Old habits die hard.created at: 2012-06-15

Even terrible ones.

To billions of its fans, soccer is known as “The Beautiful Game.” No sport is more popular or more widely played, and no athletes are more revered around the world or have higher Q Scores than the likes of Lionel Messi, Cristiano Ronaldo, and David Beckham.

This month, the UEFA European Championships are taking place, with Poland and the Ukraine as the co-hosts. Sixteen teams from Europe qualified for the second-most prestigious tournament in soccer, and for the past eight days dramatic games have been played out daily. The final will be held in Kiev on July 1.

For soccer addicts, this is a dream.

For Jewish soccer fans, in the language of Facebook, it’s complicated.

I’ve been to Poland. I’ve been to the Ukraine. I’ve visited Auschwitz, the Umshlagplatz, Majdanek, and the site where much of Dnepropetrovsk’s Jewish community was killed in October of 1941. I’ve walked past anti-Semitic graffiti in Warsaw and been told “Go home, Jew” by passing cars.

Three generations removed from the Holocaust, the reality of Jewish life in Eastern Europe is not as sunny as you might believe. Yes, there is a growing Jewish population in Poland, and in Germany. Yes, there are new synagogues, and new community centers across the FSU.

Yet at the same time, the undercurrents of racism and anti-Semitism in Eastern Europe are, at best, just under the surface, or, at worst, front and center in the streets and stadiums. The BBC’s recent documentary on racist and neo-Nazi chanting and violence in Polish and Ukrainian football is a sober reminder that almost seventy years after the Shoah, it is somehow acceptable in a soccer stadium to be chanting “gas the Jews to the ovens”.

Soccer’s governing bodies know this. Just just watch the BBC clip or ESPN’s older feature on racism in European football and it’s quite sobering. Racism and violence in soccer go back decades and generations, and is not limited to Eastern Europe. The hooliganism of English soccer fans, the racism of Betar Yerushalayim’s fans, and the Fascist traditions of other clubs in Central and Western Europe are well-known.

But it’s not all bad news.

The visits of the English, German, Dutch, and Italian national teams to Auschwitz in advance of the tournament should be commended. You can also read about Kiev’s Fan Fest with a message of “Football Unites” that is pushing back against racism in soccer, and find countless statements from UEFA and FIFA about how racism has no place in soccer. The establishment of FARE (Football Against Racism in Europe) is also promising.
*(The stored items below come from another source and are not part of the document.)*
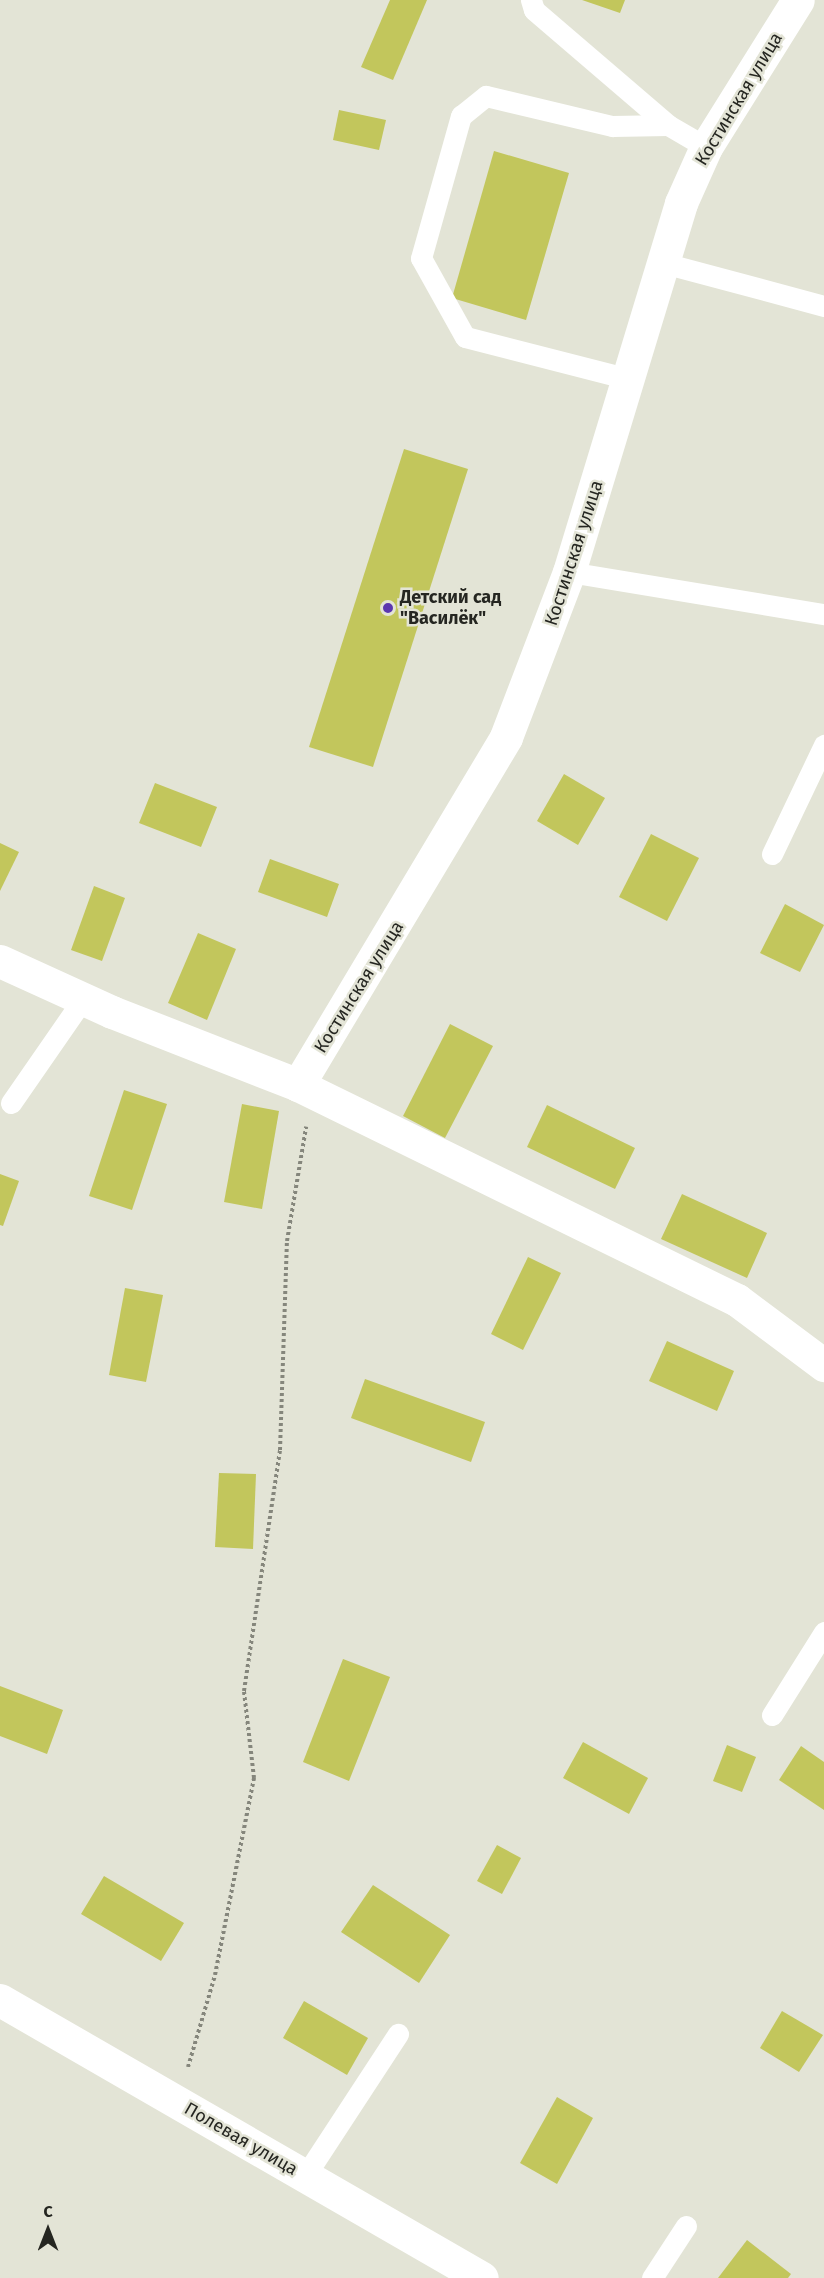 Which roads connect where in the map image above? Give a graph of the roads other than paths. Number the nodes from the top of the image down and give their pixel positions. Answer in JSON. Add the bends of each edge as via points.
{"nodes":[{"id":1,"x":531,"y":0,"type":"edge"},
{"id":2,"x":798,"y":0,"type":"edge"},
{"id":3,"x":668,"y":125,"type":"junction"},
{"id":4,"x":706,"y":147,"type":"junction"},
{"id":5,"x":660,"y":262,"type":"junction"},
{"id":6,"x":824,"y":306,"type":"edge"},
{"id":7,"x":629,"y":379,"type":"junction"},
{"id":8,"x":569,"y":572,"type":"junction"},
{"id":9,"x":824,"y":614,"type":"edge"},
{"id":10,"x":824,"y":745,"type":"edge"},
{"id":11,"x":772,"y":854,"type":"dead end"},
{"id":12,"x":0,"y":961,"type":"edge"},
{"id":13,"x":83,"y":999,"type":"junction"},
{"id":14,"x":305,"y":1089,"type":"junction"},
{"id":15,"x":11,"y":1103,"type":"dead end"},
{"id":16,"x":824,"y":1365,"type":"edge"},
{"id":17,"x":824,"y":1632,"type":"edge"},
{"id":18,"x":772,"y":1715,"type":"dead end"},
{"id":19,"x":0,"y":2000,"type":"edge"},
{"id":20,"x":398,"y":2034,"type":"dead end"},
{"id":21,"x":305,"y":2176,"type":"junction"},
{"id":22,"x":686,"y":2226,"type":"dead end"},
{"id":23,"x":482,"y":2278,"type":"edge"},
{"id":24,"x":652,"y":2278,"type":"edge"}],
"edges":[{"from":1,"to":3,"type":"lane","via":[[534,10]]},
{"from":2,"to":4,"type":"street","name":"Костинская улица"},
{"from":3,"to":4,"type":"lane"},
{"from":3,"to":7,"type":"lane","via":[[612,126],[486,96],[461,117],[421,258],[465,337]]},
{"from":4,"to":5,"type":"street","name":"Костинская улица"},
{"from":5,"to":6,"type":"lane"},
{"from":5,"to":7,"type":"street","name":"Костинская улица"},
{"from":7,"to":8,"type":"street","name":"Костинская улица"},
{"from":8,"to":9,"type":"lane"},
{"from":8,"to":14,"type":"street","name":"Костинская улица","via":[[506,737]]},
{"from":10,"to":11,"type":"lane"},
{"from":12,"to":13,"type":"street"},
{"from":13,"to":14,"type":"street"},
{"from":13,"to":15,"type":"lane"},
{"from":14,"to":16,"type":"street","via":[[737,1300]]},
{"from":17,"to":18,"type":"lane"},
{"from":19,"to":21,"type":"street","name":"Полевая улица"},
{"from":20,"to":21,"type":"lane"},
{"from":21,"to":23,"type":"street","name":"Полевая улица"},
{"from":22,"to":24,"type":"lane"}]}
But as the world’s best players ply their trade on the field, it’s hard to forget that the land they are playing on quite literally still is soaked with the blood of our ancestors. Especially when the stadiums that the games are taking place in still echo with neo-Nazi chants, violence against minorities in the stands, and monkey noises being made at African players.

In this case, the spectre of the Holocaust is more than a fading memory, it’s a stark reminder that time has not healed all wounds, and that old habits die hard.

Or haven’t died at all.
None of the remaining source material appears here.